Negeri ini paling banyak punya polisi. Di darat, di laut, di udara, di hutan, di kota, ada polisi. Ada polisi bersenjata, dan karena itu dulu polisi jenis ini termasuk angkatan bersenjata. Setelah angkatan bersenjata diganti jadi tentara, mereka berdiri sendiri.
Inilah polisi yang sebenar-benarnya polisi, karena ada struktur yang jelas. Mereka ada di darat, di laut, di udara--yang ini saya tak tahu apa tugasnya. Yang saya tahu, markasnya, antara lain, di Pondok Cabe, tempat yang sering saya lewati.
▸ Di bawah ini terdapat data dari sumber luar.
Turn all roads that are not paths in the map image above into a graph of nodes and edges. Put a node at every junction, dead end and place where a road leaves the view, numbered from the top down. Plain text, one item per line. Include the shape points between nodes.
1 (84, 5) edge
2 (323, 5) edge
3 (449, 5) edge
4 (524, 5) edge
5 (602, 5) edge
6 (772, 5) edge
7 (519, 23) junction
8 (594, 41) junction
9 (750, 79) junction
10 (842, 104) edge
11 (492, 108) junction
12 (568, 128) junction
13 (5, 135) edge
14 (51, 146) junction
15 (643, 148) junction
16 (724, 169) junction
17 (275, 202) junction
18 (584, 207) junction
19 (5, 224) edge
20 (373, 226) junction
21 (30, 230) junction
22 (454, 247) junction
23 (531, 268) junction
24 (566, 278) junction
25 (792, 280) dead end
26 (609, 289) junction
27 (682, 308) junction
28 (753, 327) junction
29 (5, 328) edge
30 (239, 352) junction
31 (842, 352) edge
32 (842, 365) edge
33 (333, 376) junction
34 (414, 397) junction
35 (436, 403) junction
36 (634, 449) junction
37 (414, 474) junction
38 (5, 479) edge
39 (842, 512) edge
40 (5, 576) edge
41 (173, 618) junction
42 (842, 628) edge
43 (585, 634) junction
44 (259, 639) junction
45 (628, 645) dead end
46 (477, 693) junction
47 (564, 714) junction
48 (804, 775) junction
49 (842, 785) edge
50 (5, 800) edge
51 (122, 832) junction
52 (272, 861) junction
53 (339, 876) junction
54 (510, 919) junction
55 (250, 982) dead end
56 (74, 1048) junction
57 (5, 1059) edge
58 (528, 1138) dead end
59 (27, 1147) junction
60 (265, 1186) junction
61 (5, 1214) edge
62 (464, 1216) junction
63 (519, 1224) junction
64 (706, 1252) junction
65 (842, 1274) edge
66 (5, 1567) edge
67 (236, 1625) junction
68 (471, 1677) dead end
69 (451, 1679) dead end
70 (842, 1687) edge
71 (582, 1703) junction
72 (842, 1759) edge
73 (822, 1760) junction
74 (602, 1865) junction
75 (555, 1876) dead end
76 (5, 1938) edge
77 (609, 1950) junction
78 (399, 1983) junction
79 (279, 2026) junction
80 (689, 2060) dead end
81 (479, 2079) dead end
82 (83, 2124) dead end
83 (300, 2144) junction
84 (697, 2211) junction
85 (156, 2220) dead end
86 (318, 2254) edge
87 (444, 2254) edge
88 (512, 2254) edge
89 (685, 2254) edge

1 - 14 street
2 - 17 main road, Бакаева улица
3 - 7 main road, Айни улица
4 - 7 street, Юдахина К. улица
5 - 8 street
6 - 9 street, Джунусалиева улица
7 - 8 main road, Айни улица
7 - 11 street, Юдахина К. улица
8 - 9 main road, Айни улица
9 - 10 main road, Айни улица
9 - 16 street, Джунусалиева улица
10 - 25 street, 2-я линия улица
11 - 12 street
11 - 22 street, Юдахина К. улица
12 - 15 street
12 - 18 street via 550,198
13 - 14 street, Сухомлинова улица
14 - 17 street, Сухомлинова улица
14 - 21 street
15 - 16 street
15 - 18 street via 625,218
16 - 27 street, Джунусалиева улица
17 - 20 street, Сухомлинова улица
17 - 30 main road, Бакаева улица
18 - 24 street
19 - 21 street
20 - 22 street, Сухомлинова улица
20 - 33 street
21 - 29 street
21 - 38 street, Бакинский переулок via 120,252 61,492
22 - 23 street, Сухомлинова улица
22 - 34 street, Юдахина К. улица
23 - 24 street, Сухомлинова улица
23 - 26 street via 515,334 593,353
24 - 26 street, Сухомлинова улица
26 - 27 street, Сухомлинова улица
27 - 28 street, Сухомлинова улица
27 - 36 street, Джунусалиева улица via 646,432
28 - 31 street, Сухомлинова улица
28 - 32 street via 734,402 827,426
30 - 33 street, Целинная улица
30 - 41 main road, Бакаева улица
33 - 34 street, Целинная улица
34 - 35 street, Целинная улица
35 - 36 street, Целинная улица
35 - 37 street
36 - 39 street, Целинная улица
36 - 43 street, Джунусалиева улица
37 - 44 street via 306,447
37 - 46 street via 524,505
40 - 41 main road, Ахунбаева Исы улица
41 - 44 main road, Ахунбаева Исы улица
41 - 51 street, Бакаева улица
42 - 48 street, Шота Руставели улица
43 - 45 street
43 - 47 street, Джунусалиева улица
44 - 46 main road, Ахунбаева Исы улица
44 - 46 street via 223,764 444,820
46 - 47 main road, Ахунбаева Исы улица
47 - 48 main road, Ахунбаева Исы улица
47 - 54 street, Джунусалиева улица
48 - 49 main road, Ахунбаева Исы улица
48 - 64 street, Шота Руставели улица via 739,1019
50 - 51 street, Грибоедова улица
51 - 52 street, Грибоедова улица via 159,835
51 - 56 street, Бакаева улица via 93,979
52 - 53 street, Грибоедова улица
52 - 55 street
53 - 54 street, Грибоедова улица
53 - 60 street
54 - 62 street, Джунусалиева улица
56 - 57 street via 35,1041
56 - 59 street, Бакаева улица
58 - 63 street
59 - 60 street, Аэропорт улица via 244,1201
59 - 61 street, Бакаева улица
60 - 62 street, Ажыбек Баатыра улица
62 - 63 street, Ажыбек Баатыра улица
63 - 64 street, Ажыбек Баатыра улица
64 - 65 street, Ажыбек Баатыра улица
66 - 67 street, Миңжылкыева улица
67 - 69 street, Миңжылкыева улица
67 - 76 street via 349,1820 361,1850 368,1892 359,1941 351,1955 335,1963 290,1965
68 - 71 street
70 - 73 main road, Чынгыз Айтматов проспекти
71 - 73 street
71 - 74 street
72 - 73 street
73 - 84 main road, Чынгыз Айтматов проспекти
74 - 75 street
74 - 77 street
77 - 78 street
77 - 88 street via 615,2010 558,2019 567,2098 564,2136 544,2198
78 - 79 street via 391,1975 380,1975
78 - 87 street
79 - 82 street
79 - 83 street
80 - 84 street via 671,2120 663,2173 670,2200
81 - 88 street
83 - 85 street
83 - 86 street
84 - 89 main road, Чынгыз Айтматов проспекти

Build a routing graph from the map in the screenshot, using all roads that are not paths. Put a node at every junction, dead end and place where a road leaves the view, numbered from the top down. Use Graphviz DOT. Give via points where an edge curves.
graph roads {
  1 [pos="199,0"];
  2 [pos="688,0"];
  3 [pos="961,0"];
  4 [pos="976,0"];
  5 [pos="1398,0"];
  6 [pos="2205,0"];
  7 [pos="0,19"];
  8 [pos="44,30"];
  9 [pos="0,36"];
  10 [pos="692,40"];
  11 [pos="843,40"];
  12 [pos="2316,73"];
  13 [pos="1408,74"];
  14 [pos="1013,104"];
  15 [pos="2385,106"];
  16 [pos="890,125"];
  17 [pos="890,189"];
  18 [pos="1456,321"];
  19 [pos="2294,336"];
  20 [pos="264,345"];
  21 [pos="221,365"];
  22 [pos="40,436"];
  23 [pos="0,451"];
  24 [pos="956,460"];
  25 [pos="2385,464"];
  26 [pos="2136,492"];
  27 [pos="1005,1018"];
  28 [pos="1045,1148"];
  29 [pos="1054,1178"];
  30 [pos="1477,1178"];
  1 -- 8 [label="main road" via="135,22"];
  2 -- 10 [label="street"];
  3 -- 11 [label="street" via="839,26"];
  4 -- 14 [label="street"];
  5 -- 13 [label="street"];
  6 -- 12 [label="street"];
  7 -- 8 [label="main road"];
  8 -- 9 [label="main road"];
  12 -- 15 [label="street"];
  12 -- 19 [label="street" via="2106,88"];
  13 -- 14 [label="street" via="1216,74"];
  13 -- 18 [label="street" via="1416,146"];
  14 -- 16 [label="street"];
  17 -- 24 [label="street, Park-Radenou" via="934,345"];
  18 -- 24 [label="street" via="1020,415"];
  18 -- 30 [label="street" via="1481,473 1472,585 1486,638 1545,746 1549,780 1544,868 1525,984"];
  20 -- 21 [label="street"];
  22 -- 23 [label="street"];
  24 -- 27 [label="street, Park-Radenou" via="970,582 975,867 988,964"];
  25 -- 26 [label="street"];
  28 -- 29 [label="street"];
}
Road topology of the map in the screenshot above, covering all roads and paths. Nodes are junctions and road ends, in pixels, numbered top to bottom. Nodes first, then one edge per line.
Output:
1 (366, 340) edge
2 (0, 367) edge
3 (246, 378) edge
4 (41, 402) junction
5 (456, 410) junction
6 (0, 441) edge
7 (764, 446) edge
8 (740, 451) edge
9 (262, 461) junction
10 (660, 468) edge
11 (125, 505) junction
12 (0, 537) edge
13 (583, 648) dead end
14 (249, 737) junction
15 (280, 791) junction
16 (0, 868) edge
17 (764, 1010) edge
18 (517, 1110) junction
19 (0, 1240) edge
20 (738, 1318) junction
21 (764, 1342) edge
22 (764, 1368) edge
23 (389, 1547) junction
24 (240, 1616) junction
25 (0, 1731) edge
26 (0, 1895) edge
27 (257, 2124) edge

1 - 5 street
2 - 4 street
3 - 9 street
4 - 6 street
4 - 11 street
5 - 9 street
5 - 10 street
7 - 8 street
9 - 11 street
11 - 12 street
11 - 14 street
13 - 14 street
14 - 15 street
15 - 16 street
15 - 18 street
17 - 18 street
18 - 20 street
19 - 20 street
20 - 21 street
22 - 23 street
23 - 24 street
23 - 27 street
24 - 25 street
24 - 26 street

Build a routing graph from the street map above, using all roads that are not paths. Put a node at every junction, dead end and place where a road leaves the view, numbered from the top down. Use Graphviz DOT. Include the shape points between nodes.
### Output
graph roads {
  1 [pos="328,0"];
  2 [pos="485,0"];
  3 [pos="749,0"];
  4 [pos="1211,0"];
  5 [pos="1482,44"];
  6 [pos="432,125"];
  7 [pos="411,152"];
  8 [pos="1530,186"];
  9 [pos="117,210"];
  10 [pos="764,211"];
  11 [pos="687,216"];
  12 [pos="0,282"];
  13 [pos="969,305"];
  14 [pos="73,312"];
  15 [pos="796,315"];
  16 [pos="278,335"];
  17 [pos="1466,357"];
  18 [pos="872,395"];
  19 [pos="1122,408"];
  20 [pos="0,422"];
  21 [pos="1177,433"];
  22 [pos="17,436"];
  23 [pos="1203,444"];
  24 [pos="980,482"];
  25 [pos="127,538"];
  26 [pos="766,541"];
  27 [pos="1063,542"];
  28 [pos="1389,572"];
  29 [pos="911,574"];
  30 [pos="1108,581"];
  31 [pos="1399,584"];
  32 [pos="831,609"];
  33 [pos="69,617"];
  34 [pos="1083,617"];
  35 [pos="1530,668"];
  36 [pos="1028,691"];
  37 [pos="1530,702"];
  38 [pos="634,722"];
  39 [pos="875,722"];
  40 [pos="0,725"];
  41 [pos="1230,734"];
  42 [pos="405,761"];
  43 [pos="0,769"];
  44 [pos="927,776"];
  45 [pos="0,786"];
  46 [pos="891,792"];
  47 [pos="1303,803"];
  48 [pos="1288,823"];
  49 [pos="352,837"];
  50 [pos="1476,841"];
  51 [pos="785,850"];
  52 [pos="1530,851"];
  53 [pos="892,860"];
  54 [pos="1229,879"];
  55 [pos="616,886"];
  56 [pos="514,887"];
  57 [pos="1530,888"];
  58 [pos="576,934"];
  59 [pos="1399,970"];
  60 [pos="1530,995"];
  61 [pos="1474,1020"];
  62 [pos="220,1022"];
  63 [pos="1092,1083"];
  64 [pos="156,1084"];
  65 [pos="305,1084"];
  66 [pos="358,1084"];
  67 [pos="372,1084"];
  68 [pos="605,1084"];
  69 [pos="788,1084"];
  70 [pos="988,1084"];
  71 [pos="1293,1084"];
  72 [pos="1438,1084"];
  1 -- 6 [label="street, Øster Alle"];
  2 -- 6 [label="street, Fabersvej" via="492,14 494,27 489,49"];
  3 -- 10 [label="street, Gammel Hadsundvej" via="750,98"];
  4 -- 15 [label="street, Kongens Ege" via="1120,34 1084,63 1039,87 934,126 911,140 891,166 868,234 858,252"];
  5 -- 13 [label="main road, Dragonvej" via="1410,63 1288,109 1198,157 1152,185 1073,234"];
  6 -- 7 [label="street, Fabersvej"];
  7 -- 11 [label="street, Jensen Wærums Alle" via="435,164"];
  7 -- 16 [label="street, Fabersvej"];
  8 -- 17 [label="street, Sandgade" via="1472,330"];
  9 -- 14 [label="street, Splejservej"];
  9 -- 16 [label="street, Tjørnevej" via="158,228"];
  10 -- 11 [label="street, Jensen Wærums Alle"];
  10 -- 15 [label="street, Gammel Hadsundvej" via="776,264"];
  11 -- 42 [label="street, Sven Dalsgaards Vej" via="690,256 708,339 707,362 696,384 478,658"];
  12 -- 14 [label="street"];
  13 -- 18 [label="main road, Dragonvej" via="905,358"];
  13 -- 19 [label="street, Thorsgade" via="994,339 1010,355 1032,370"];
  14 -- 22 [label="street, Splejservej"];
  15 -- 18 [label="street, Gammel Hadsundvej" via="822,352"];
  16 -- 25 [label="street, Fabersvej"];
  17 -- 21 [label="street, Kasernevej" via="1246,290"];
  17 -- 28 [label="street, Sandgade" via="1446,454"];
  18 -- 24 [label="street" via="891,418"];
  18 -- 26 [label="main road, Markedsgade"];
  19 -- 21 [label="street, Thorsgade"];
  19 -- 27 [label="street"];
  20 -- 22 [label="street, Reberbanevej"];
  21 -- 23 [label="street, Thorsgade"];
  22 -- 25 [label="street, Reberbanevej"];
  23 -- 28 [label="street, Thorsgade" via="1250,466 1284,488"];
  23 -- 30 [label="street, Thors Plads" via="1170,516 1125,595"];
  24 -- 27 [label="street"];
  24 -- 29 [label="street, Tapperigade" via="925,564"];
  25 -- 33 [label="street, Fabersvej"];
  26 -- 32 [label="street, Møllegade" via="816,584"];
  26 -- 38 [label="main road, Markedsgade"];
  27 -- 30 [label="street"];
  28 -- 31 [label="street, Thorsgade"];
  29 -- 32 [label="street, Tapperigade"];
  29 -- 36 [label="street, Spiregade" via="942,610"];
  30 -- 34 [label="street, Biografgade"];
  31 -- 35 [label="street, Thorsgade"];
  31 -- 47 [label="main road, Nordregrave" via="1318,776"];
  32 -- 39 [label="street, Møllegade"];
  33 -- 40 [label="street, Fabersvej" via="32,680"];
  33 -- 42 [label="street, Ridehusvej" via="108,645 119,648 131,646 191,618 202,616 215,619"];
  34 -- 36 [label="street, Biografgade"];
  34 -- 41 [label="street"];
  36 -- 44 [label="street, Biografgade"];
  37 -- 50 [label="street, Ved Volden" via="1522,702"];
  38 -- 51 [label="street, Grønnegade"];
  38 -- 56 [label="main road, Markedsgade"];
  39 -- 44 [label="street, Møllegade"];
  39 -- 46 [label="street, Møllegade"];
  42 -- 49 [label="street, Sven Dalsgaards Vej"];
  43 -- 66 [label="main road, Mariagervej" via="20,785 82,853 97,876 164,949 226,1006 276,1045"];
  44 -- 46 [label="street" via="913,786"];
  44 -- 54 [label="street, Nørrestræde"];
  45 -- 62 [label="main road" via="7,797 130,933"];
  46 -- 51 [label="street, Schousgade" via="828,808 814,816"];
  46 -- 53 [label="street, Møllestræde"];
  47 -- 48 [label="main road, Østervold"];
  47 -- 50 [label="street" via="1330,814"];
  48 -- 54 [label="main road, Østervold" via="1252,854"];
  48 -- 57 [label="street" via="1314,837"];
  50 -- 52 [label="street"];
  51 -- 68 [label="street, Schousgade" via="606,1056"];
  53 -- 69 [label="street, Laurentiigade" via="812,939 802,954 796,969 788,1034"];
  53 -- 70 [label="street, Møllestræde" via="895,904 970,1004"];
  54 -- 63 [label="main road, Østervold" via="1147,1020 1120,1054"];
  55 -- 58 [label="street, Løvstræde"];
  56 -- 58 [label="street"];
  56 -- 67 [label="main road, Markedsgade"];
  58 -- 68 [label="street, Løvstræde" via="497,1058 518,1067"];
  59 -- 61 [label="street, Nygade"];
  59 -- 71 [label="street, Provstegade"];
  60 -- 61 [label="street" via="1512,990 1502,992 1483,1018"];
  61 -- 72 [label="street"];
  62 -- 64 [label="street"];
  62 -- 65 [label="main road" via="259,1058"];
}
Selain polisi yang sebenar-benarnya polisi, ada satuan lain yang entah kenapa disebut polisi. Misalnya polisi hutan. Mereka kadang membawa pistol untuk diletuskan di tengah hutan kalau ada penebangan liar. Kalau tak salah, polisi ini termasuk organ dari Dinas Kehutanan. Tugasnya mengawasi hutan lindung. Tapi juga membuat pos di tepi jalan di desa-desa dekat hutan. Jika ada penduduk yang menjual kayu bakar ke kota, wajib mendapatkan surat keterangan di sini bahwa kayu bakar itu bukan dari hutan lindung. Tentu surat itu ditebus dengan uang. Bahwa uangnya masuk ke kas negara atau kantong pribadi, saya tak pernah hirau.
Yang lagi top saat ini adalah polisi pamong praja. Awalnya, polisi yang lahir di Yogyakarta pada 3 Maret 1950 ini tidaklah sepenting sekarang. Tugasnya lebih pada menangani ketertiban dan keamanan dalam lingkungan kantor pemerintah daerah.
Undang-Undang Nomor 32 Tahun 2004 tentang Pemerintahan Daerah membuat polisi pamong praja menjadi sangat penting. Polisi ini ditugasi menegakkan peraturan daerah, menyelenggarakan ketertiban umum serta ketenteraman masyarakat. Tugas lainnya, menyelenggarakan perlindungan masyarakat--biasa disingkat linmas--yang tak pernah jelas apa saja perincian tugasnya itu.
Itulah polisi-polisi yang resmi, dilihat dari namanya. Yang tak resmi masih ada, misalnya polisi moral. Yakni sekelompok orang--baik terorganisasi maupun tidak--yang suka melakukan razia dan sekaligus menghukum orang-orang yang dinilai merusak moral, menurut ukuran kelompok itu. Di Bali juga dikenal polisi adat. Nama resminya pecalang, yang tugasnya membantu kelancaran jalannya upacara adat dan agama. Namun karena sering kebablasan bertugas dan membuat jengkel--menutup jalan seenaknya tanpa memikirkan ada-tidaknya jalan alternatif--masyarakat menambahkan kata polisi sebagai ungkapan kesal.
Lalu ada polisi dalam arti kiasan. Inilah polisi yang paling jujur di bumi, yaitu polisi tidur. Satu lagi, patung polisi, yang awalnya untuk menakut-nakuti pengemudi, tapi kemudian jadi bahan olok-olok betapa tak cerdasnya pembuat patung itu.
Di luar sebutan polisi, masih ada institusi yang punya tugas mengamankan masyarakat. Ada Pertahanan Sipil (disingkat Hansip), yang seragamnya keren. Di kampus, ada Menwa (Resimen Mahasiswa), yang juga bertampang agak galak, setidaknya beda dengan tampang mahasiswa biasa. Adapun di kantor-kantor swasta dan pertokoan, ada satpam (satuan pengamanan), juga berseragam dan galak.
Begitu banyak polisi dan sejenis polisi, tapi negeri ini tak pernah tertib dan tenteram. Jangan-jangan ada yang tumpang-tindih. Kalau sudah tumpang dan tindih, bagaimana bisa menjalankan tugasnya dengan baik? Polisi ini jadinya tak mengatasi masalah, justru membuat masalah. Bijak sekali jika ada kajian, sebagian dibubarkan saja--termasuk patung polisi. Biarkan polisi negara menjadi satu-satunya instansi yang menertibkan dan mengamankan masyarakat. Pertanggungjawaban pun mudah diminta, kan pimpinannya berpangkat jenderal. Setuju?